6769 sayılı Sınai Mülkiyet Kanunu’nun (SMK) 6.maddesinin 1.fıkrasına göre; Tescil başvurusu yapılan bir markanın, tescil edilmiş veya önceki tarihte başvurusu yapılmış marka ile aynılığı ya da benzerliği ve kapsadığı mal veya hizmetlerin aynılığı ya da benzerliği nedeniyle, tescil edilmiş veya önceki tarihte başvurusu yapılmış marka ile halk tarafından ilişkilendirilme ihtimali de dâhil karıştırılma ihtimali varsa itiraz üzerine başvuru reddedilir.
Karıştırma ihtimali, ortalama tüketicilerin, her iki işaret arasında bir şekilde bağlantı kurmasıdır. Bu durum, bir mal veya hizmetin alıcısının bildiği veya duyduğu bir mal veya hizmeti aldığı zannı ile başka bir işletmenin aynı veya benzer malını ya da hizmetini alma ihtimali biçiminde tanımlanmaktadır. Karıştırılma ihtimali, iltibas kavramından daha geniş bir kavram olup, doğrudan ve dolaylı karıştırılma ihtimali olarak ikiye ayrılır. Bu ayrıma göre eğer mal veya hizmetin aynı işletmeden ileri geldiği yönünde bir algılama ortaya çıkıyor, yani bir işletmeye ait mal veya hizmet, başka bir işletmeye ait mal veya hizmet ile karıştırılıyor ve bu nedenle satın alınıyorsa doğrudan karıştırılma ihtimali söz konusudur. Buna karşın, eğer mal veya hizmetin markası birbirinden ayırt ediliyor ancak bunların aynı işletmenin markaları olduğu ya da bu mal veya hizmetin aralarında ekonomik veya idari bağlantı bulunan işletmelerden geldiği biçiminde bir algılama oluşuyor ise bu halde de dolaylı karıştırılma ihtimalinden söz edilir.
Karıştırılma ihtimalinden bahsedilebilmesi için öncelikle önceki ve sonraki markalar arasındaki mal veya hizmet sınıflarının aynı ya da benzer olması gerekir. Mal veya hizmetlerin benzer olup olmadığının belirlenmesinde, karşılaştırılacak mal veya hizmetlerin benzer alıcı çevresine hitap edip etmediği, benzer ihtiyaçları karşılayıp karşılamadığı, aralarında hammadde-yarı mamül-mamül ürün ilişkisi bulunup bulunmadığı, birbirleri yerine ikame ya da tamamlayıcı ürün ya da hizmet olup olmadıkları, dağıtım kanallarının ortak olup olmadığı, marketlerde aynı reyon ya da raflarda satılıp satılmadıkları, aynı toptancılarda satılıp satılmadıkları gibi kriterler göz önünde tutulmalıdır. Sınıfsal benzerlik karşılaştırmasında gerek Nice sınıflandırması gerekse de TÜRKPATENT tarafından çıkartılan sınıflandırma tebliğleri mahkemeler bakımından bağlayıcı değildir. Somut olayın özelliklerine göre TÜRKPATENT tarafından çıkartılan sınıflandırma tebliğinde farklı sınıflarda yer almalarına rağmen ilgili alıcısı nezdinde karıştırmaya yol açacak nitelikteki ürün ve hizmet markalarının kapsadıkları mal ve hizmet sınıflarının benzer olarak değerlendirilmesi de mümkündür.
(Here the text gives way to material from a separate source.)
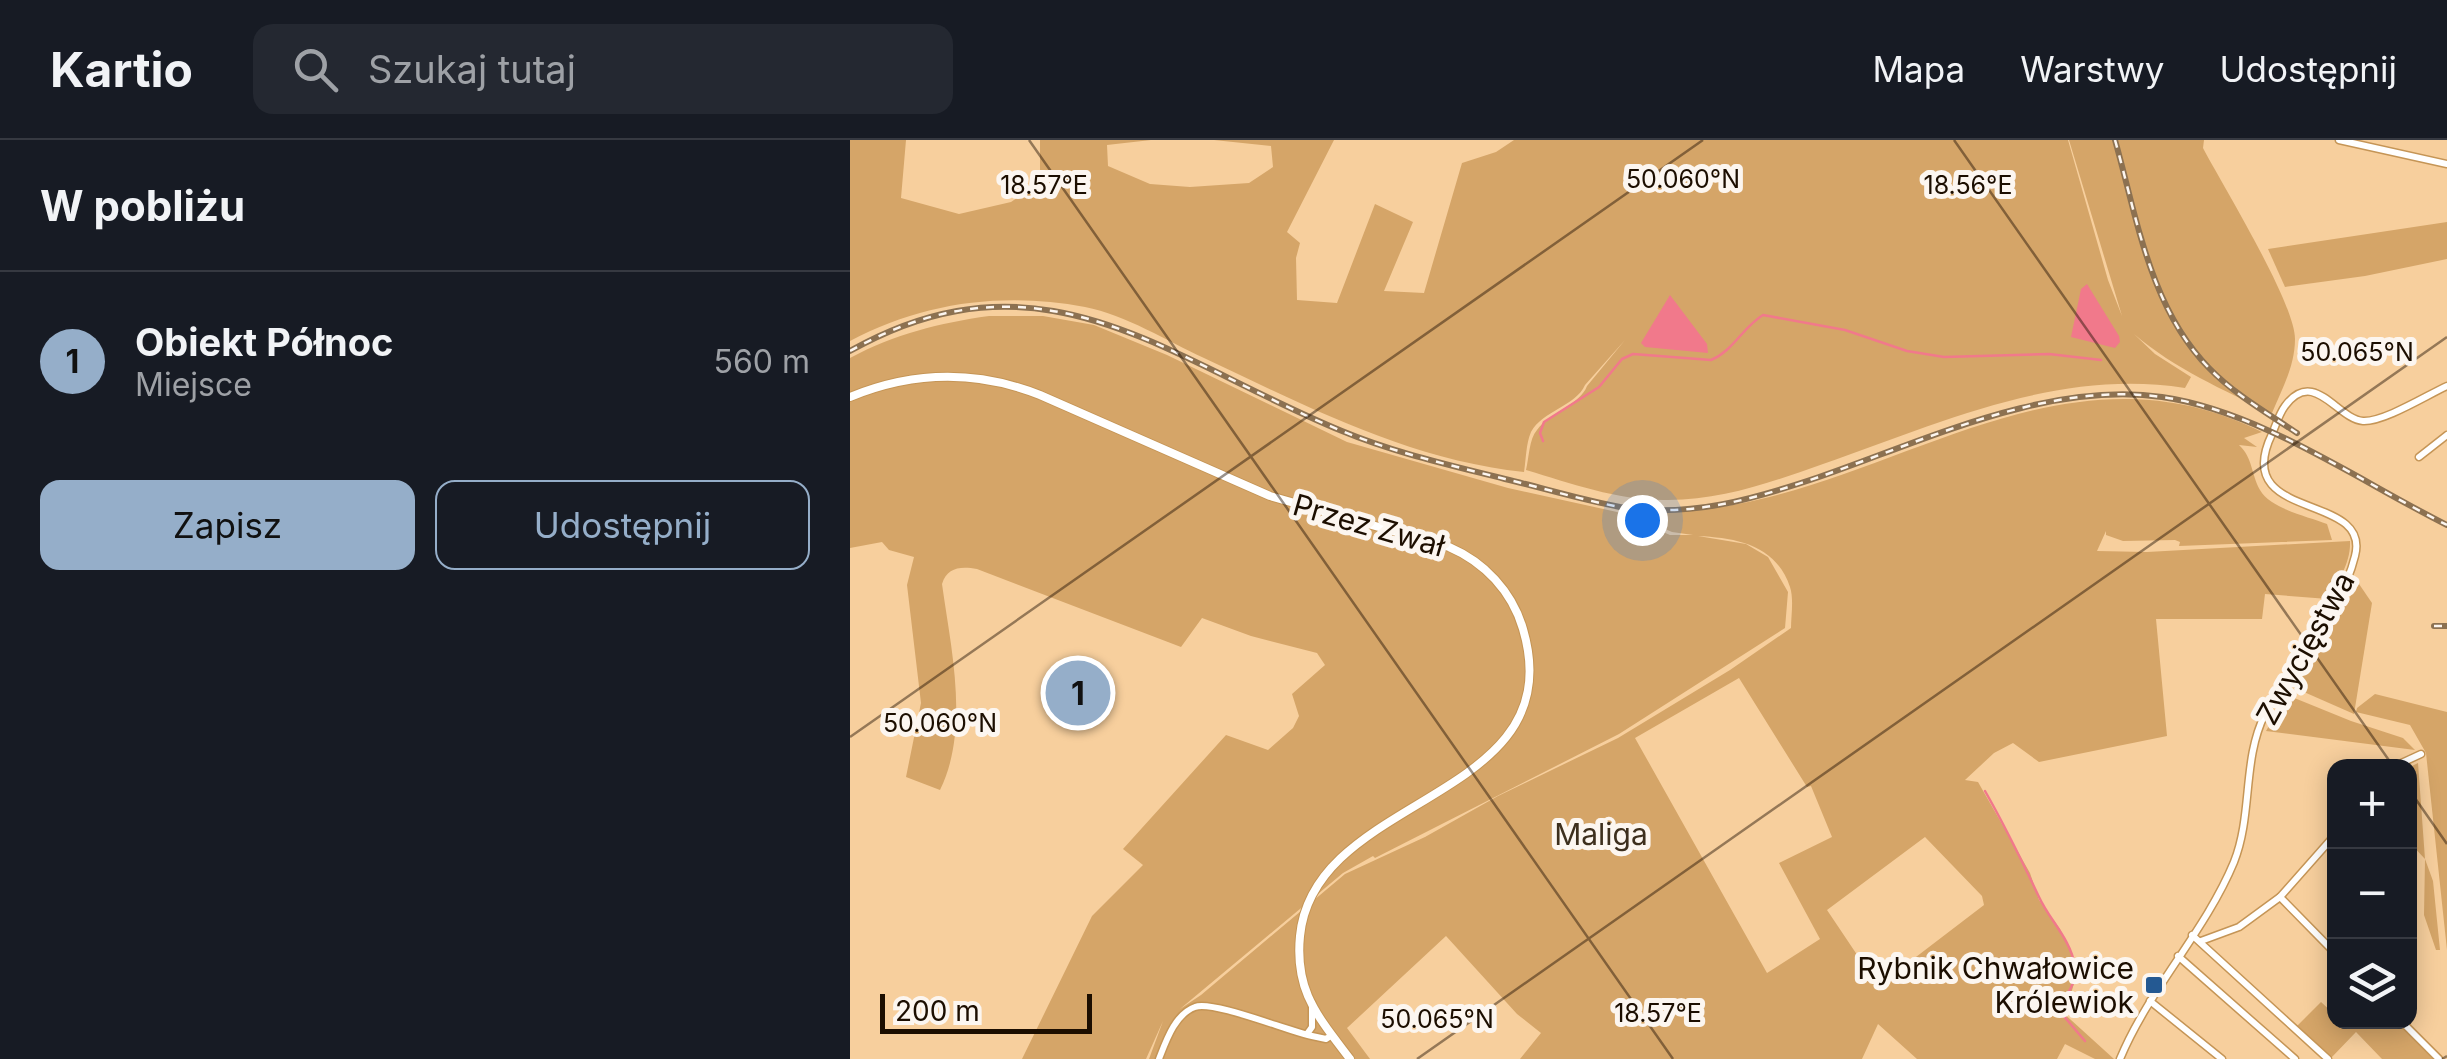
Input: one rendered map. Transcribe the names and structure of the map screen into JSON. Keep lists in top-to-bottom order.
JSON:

Karıştırılma ihtimali bakımından sınıfsal benzerliğin söz konusu olması halinde önceki ve sonraki markanın aynı ya da benzer olup olmadıklarının incelenmesi gerekir. Markaların aynı ya da benzer olup olmadıkları incelenirken markayı oluşturan her bir unsura göre değil, bir bütün olarak karşılaştırılan markaların bıraktığı genel, global izlenim, markaların bütünü ile bıraktığı etki dikkate alınacaktır. Markalarda eğer tanımlayıcı unsurlar var ise bu unsurlar değerlendirme dışı bırakılacaktır. Global değerlendirmeye göre, karşılaştırılan markalar arasında karıştırılma ihtimalinin mevcut olup olmadığı incelenirken, ilgili alıcısı nezdinde bıraktıkları genel intibaya göre markaların benzer olup olmadığı, markalar arasında görsel, işitsel ve kavramsal benzerlik bulunup bulunmadığı, ortalama alıcısının algısının ve satın alma kararı verirken göstereceği özen ve dikkat derecesinin ne olduğu, markalar veya işletmeler arasında bağlantı ihtimalinin söz konusu olup olmadığı gibi hususlar incelenerek değerlendirme yapılmalıdır. Bu şekilde inceleme yapılırken, markanın toplumda ne kadar tanındığı, markaların ayırt edici unsurlarının neler olduğu, markanın hitap ettiği ürün ya da hizmetin tüketici kitlesinin kimler olduğu, bu kitlenin satın alma sürecinde göstermeleri beklenen dikkat ve algılama düzeyinin ne olduğu, mal veya hizmetin niteliğinin ve fiyatının ne olduğu, markanın ne kadar özgün, ayırt edici ya da tanımlayıcı olduğu, seri marka algılamasına yol açıp açmadığı gibi hususlar dikkate alınmalıdır.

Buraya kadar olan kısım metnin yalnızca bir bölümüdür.